--- Exercise brief ---
Each record below needs to be reproduced precisely, though not its pictures.

--- Exercise data ---
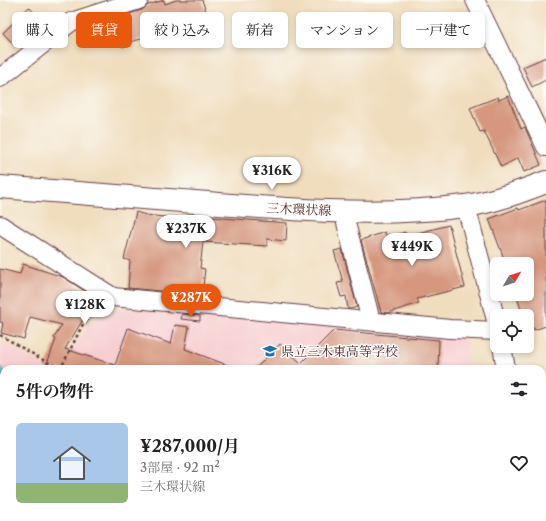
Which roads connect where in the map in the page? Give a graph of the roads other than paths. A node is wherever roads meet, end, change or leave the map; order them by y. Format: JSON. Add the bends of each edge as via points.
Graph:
{"nodes":[{"id":1,"x":138,"y":0,"type":"edge"},
{"id":2,"x":475,"y":0,"type":"edge"},
{"id":3,"x":0,"y":78,"type":"edge"},
{"id":4,"x":546,"y":147,"type":"edge"},
{"id":5,"x":546,"y":182,"type":"edge"},
{"id":6,"x":0,"y":187,"type":"edge"},
{"id":7,"x":466,"y":206,"type":"junction"},
{"id":8,"x":343,"y":211,"type":"junction"},
{"id":9,"x":0,"y":225,"type":"edge"},
{"id":10,"x":493,"y":309,"type":"edge"},
{"id":11,"x":371,"y":321,"type":"junction"},
{"id":12,"x":490,"y":330,"type":"edge"},
{"id":13,"x":503,"y":353,"type":"edge"},
{"id":14,"x":505,"y":365,"type":"edge"}],
"edges":[{"from":1,"to":3,"type":"street","via":[[71,22]]},
{"from":2,"to":4,"type":"street"},
{"from":5,"to":7,"type":"main road","name":"三木環状線","via":[[514,194]]},
{"from":6,"to":8,"type":"main road","name":"三木環状線","via":[[272,209]]},
{"from":7,"to":8,"type":"main road","name":"三木環状線"},
{"from":7,"to":10,"type":"street"},
{"from":8,"to":11,"type":"street"},
{"from":9,"to":11,"type":"street","via":[[113,297]]},
{"from":11,"to":12,"type":"street"},
{"from":13,"to":14,"type":"street"}]}
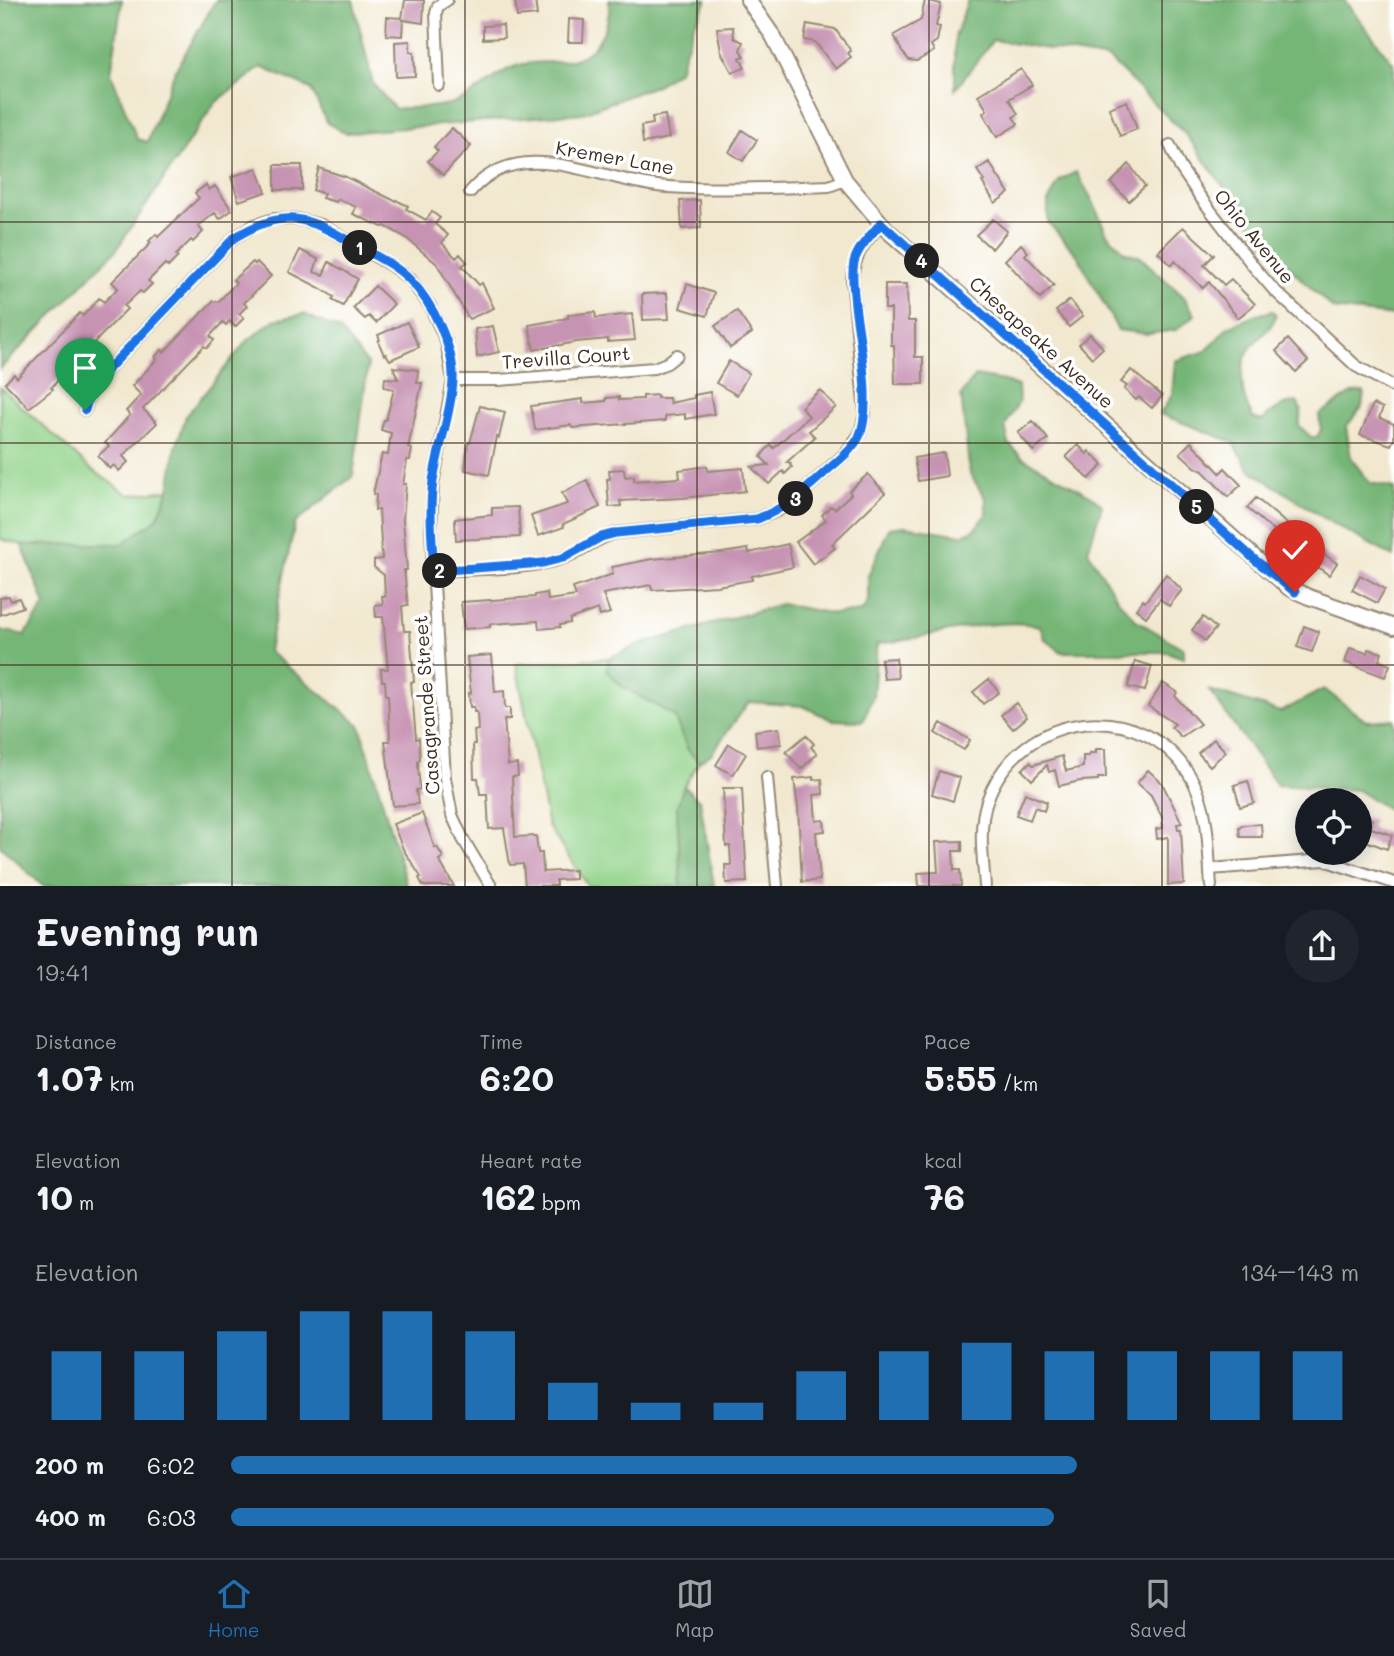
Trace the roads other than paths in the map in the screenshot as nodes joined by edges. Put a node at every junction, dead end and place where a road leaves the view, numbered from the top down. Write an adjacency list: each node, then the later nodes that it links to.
1 (447, 0): 3 (street)
2 (748, 0): 5 (street, Chesapeake Avenue)
3 (439, 85)
4 (1170, 145): 10 (street, Ohio Avenue)
5 (845, 180): 6 (street, Kremer Lane); 7 (street, Chesapeake Avenue)
6 (470, 192)
7 (881, 223): 12 (street); 13 (street, Chesapeake Avenue)
8 (677, 355): 9 (street, Trevilla Court)
9 (453, 380): 11 (street, Casagrande Street); 12 (street, Casagrande Street)
10 (1394, 387)
11 (85, 410)
12 (434, 571): 17 (street, Casagrande Street)
13 (1394, 627)
14 (767, 777): 18 (street)
15 (1210, 869): 16 (street); 19 (street); 20 (street)
16 (1394, 883)
17 (491, 886)
18 (777, 886)
19 (985, 886)
20 (1211, 886)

--- Completed exercise ---
Which roads connect where in the map in the page? Give a graph of the roads other than paths. A node is wherever roads meet, end, change or leave the map; order them by y. Format: JSON. Add the bends of each edge as via points.
Graph:
{"nodes":[{"id":1,"x":138,"y":0,"type":"edge"},
{"id":2,"x":475,"y":0,"type":"edge"},
{"id":3,"x":0,"y":78,"type":"edge"},
{"id":4,"x":546,"y":147,"type":"edge"},
{"id":5,"x":546,"y":182,"type":"edge"},
{"id":6,"x":0,"y":187,"type":"edge"},
{"id":7,"x":466,"y":206,"type":"junction"},
{"id":8,"x":343,"y":211,"type":"junction"},
{"id":9,"x":0,"y":225,"type":"edge"},
{"id":10,"x":493,"y":309,"type":"edge"},
{"id":11,"x":371,"y":321,"type":"junction"},
{"id":12,"x":490,"y":330,"type":"edge"},
{"id":13,"x":503,"y":353,"type":"edge"},
{"id":14,"x":505,"y":365,"type":"edge"}],
"edges":[{"from":1,"to":3,"type":"street","via":[[71,22]]},
{"from":2,"to":4,"type":"street"},
{"from":5,"to":7,"type":"main road","name":"三木環状線","via":[[514,194]]},
{"from":6,"to":8,"type":"main road","name":"三木環状線","via":[[272,209]]},
{"from":7,"to":8,"type":"main road","name":"三木環状線"},
{"from":7,"to":10,"type":"street"},
{"from":8,"to":11,"type":"street"},
{"from":9,"to":11,"type":"street","via":[[113,297]]},
{"from":11,"to":12,"type":"street"},
{"from":13,"to":14,"type":"street"}]}
Trace the roads other than paths in the map in the screenshot as nodes joined by edges. Put a node at every junction, dead end and place where a road leaves the view, numbered from the top down. Write an adjacency list: each node, then the later nodes that it links to.
1 (447, 0): 3 (street)
2 (748, 0): 5 (street, Chesapeake Avenue)
3 (439, 85)
4 (1170, 145): 10 (street, Ohio Avenue)
5 (845, 180): 6 (street, Kremer Lane); 7 (street, Chesapeake Avenue)
6 (470, 192)
7 (881, 223): 12 (street); 13 (street, Chesapeake Avenue)
8 (677, 355): 9 (street, Trevilla Court)
9 (453, 380): 11 (street, Casagrande Street); 12 (street, Casagrande Street)
10 (1394, 387)
11 (85, 410)
12 (434, 571): 17 (street, Casagrande Street)
13 (1394, 627)
14 (767, 777): 18 (street)
15 (1210, 869): 16 (street); 19 (street); 20 (street)
16 (1394, 883)
17 (491, 886)
18 (777, 886)
19 (985, 886)
20 (1211, 886)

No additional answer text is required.